## PROVIDED MATERIAL

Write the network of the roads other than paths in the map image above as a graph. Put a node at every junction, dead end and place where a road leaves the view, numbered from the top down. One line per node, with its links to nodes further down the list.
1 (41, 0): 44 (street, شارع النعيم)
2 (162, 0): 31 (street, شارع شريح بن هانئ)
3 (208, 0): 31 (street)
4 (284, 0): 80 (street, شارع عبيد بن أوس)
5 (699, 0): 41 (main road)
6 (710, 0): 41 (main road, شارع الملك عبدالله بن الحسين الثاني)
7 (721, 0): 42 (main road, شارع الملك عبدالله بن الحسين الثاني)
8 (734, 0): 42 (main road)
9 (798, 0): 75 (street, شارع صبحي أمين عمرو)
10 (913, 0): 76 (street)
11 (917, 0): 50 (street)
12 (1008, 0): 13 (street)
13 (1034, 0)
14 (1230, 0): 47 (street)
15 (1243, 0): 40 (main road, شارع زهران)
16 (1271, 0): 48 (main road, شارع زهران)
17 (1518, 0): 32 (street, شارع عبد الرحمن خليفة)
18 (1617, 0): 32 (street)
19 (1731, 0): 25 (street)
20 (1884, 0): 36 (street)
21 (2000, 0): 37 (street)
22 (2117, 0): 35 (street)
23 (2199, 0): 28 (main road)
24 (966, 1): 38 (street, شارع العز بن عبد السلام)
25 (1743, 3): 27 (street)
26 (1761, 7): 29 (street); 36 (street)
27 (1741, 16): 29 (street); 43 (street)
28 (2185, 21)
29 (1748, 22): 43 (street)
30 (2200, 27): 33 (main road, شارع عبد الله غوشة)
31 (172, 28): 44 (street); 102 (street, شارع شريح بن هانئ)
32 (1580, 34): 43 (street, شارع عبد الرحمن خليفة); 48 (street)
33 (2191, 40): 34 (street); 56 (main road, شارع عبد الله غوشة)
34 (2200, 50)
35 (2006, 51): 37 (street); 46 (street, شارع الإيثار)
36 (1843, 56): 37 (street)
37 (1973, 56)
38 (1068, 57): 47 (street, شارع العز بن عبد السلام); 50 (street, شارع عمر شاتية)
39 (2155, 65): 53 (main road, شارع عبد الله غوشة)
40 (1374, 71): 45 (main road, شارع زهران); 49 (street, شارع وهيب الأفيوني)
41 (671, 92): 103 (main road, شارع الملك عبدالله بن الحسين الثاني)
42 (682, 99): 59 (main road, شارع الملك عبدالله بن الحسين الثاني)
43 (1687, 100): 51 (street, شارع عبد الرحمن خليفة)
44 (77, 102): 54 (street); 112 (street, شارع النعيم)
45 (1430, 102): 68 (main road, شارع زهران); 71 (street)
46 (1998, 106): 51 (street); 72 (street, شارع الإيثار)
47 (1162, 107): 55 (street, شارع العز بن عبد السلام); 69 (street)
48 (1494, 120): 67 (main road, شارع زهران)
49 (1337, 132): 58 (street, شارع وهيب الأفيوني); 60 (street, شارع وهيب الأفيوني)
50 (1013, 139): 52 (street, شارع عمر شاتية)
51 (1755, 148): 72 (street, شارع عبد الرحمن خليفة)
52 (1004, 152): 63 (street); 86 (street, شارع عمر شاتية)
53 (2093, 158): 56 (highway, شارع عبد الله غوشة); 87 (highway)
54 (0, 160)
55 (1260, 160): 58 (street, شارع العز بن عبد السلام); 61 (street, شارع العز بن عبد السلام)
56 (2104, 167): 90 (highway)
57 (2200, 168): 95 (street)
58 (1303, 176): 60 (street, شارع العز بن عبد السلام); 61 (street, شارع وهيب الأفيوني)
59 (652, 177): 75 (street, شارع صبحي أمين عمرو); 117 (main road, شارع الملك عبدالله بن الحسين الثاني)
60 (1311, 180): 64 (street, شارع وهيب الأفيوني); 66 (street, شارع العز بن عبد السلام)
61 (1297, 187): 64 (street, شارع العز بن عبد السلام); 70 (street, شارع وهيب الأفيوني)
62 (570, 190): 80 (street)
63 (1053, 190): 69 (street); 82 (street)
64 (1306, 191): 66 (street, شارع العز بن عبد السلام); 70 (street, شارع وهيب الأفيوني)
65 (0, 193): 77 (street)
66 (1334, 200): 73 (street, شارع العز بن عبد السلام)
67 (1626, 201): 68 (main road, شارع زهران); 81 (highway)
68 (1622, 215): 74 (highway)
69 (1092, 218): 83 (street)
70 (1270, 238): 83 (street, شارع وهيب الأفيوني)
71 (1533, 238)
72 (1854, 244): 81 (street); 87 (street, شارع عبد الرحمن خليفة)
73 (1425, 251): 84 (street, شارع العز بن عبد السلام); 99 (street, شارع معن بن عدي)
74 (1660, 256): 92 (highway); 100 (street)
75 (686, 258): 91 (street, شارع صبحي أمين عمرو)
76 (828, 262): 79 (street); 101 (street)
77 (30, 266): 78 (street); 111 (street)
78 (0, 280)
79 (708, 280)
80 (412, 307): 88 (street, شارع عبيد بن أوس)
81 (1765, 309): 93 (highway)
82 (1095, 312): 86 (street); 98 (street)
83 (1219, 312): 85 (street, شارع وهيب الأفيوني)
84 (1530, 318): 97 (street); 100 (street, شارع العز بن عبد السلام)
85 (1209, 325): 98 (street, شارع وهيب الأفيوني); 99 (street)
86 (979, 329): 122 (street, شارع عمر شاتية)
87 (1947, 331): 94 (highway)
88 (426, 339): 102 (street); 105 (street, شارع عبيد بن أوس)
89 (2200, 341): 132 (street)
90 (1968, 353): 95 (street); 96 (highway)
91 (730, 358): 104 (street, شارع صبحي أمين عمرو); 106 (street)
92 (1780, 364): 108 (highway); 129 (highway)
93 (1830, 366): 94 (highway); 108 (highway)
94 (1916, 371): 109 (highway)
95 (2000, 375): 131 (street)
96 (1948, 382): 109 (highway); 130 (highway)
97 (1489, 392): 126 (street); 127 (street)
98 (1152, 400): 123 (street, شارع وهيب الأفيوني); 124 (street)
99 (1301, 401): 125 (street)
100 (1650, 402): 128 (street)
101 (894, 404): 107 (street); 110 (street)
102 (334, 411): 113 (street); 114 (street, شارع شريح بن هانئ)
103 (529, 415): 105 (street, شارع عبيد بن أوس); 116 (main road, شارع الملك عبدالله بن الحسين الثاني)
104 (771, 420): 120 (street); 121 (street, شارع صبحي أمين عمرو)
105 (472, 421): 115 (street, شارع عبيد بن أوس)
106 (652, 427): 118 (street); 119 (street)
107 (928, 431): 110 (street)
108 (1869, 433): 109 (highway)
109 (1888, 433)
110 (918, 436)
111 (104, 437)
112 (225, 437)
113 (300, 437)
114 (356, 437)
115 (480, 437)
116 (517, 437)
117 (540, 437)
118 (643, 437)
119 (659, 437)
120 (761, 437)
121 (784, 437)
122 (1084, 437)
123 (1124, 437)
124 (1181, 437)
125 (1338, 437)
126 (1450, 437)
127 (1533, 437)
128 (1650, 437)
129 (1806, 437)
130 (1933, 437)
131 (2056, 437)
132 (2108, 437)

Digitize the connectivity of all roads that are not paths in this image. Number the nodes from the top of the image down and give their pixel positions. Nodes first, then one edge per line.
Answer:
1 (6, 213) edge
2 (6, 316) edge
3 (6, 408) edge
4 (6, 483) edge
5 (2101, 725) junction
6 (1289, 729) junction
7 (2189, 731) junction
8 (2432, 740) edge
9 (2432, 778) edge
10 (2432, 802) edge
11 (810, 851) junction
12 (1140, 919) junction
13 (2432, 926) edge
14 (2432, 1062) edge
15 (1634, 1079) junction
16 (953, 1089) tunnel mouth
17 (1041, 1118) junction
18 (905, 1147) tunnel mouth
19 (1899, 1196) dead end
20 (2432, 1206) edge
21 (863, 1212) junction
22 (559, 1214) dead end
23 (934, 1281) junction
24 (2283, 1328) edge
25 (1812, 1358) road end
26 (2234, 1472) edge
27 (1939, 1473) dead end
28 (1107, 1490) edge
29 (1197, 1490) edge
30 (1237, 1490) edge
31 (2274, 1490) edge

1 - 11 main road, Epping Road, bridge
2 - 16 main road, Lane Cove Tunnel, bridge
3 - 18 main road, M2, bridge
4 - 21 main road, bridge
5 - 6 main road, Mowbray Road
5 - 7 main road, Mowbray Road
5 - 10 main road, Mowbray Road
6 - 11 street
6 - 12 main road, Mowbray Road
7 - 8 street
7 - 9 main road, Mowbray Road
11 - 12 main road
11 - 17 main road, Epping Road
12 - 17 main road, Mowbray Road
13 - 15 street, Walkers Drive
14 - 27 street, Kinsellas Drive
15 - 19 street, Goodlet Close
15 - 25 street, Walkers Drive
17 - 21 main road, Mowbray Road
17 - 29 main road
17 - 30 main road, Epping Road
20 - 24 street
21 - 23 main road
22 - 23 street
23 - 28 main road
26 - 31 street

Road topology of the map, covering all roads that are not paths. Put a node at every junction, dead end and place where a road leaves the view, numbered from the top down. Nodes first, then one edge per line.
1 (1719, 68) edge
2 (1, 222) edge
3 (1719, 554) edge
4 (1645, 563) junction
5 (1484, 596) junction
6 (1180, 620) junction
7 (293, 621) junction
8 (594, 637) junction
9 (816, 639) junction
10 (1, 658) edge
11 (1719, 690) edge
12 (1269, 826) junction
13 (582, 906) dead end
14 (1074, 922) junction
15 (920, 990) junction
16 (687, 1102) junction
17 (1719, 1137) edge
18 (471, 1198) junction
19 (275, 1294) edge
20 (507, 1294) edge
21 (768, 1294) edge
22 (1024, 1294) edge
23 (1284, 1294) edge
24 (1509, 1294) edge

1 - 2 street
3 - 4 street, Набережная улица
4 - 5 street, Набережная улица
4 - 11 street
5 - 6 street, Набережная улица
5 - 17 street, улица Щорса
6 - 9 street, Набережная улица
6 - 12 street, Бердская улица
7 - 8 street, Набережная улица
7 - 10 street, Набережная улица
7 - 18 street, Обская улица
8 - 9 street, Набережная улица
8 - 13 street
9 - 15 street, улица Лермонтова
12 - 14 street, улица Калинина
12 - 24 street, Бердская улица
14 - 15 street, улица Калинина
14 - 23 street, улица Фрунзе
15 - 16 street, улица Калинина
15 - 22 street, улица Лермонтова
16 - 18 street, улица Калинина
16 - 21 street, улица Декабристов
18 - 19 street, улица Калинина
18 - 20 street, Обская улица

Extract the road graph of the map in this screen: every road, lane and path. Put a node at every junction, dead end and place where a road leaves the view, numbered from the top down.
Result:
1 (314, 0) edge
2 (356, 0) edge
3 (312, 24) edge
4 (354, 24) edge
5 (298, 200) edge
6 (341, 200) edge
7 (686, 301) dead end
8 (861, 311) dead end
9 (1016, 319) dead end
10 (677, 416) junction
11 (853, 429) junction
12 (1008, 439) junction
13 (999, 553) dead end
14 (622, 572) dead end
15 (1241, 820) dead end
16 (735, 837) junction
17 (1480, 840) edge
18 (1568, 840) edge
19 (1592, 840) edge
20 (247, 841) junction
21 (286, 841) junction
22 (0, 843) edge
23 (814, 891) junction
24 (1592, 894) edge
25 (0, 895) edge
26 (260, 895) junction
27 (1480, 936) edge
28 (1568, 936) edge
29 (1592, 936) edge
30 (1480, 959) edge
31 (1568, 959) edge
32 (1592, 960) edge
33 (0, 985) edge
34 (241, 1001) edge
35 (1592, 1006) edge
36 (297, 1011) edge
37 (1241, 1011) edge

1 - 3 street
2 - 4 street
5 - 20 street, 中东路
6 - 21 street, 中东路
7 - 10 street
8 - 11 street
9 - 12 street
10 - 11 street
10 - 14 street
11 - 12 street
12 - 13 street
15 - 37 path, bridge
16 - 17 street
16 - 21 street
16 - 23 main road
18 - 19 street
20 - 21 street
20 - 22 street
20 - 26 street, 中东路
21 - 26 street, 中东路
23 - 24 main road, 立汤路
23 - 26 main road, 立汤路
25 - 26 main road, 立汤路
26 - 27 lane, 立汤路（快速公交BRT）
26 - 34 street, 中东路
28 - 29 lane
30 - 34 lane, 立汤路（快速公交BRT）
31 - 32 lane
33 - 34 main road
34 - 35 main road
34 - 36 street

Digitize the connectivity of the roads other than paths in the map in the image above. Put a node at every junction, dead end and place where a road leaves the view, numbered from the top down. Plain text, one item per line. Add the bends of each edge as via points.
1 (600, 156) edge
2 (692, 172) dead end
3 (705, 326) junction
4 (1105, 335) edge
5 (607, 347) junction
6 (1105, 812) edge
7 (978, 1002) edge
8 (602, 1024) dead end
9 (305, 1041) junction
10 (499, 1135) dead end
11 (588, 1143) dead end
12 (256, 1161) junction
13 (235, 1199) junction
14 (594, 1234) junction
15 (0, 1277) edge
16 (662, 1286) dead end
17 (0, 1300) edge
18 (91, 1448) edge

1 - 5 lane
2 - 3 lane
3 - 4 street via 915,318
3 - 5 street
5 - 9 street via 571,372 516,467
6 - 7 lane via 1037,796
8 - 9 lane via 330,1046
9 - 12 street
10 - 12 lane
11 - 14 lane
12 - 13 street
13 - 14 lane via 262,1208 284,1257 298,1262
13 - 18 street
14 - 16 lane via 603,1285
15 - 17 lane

## WHAT NEEDS TO BE DONE
Retype the entries above exactly, but only from the line containing "Road topology of" through the line containing "Extract the road", both included.

## REPLY
Road topology of the map, covering all roads that are not paths. Put a node at every junction, dead end and place where a road leaves the view, numbered from the top down. Nodes first, then one edge per line.
1 (1719, 68) edge
2 (1, 222) edge
3 (1719, 554) edge
4 (1645, 563) junction
5 (1484, 596) junction
6 (1180, 620) junction
7 (293, 621) junction
8 (594, 637) junction
9 (816, 639) junction
10 (1, 658) edge
11 (1719, 690) edge
12 (1269, 826) junction
13 (582, 906) dead end
14 (1074, 922) junction
15 (920, 990) junction
16 (687, 1102) junction
17 (1719, 1137) edge
18 (471, 1198) junction
19 (275, 1294) edge
20 (507, 1294) edge
21 (768, 1294) edge
22 (1024, 1294) edge
23 (1284, 1294) edge
24 (1509, 1294) edge

1 - 2 street
3 - 4 street, Набережная улица
4 - 5 street, Набережная улица
4 - 11 street
5 - 6 street, Набережная улица
5 - 17 street, улица Щорса
6 - 9 street, Набережная улица
6 - 12 street, Бердская улица
7 - 8 street, Набережная улица
7 - 10 street, Набережная улица
7 - 18 street, Обская улица
8 - 9 street, Набережная улица
8 - 13 street
9 - 15 street, улица Лермонтова
12 - 14 street, улица Калинина
12 - 24 street, Бердская улица
14 - 15 street, улица Калинина
14 - 23 street, улица Фрунзе
15 - 16 street, улица Калинина
15 - 22 street, улица Лермонтова
16 - 18 street, улица Калинина
16 - 21 street, улица Декабристов
18 - 19 street, улица Калинина
18 - 20 street, Обская улица

Extract the road graph of the map in this screen: every road, lane and path. Put a node at every junction, dead end and place where a road leaves the view, numbered from the top down.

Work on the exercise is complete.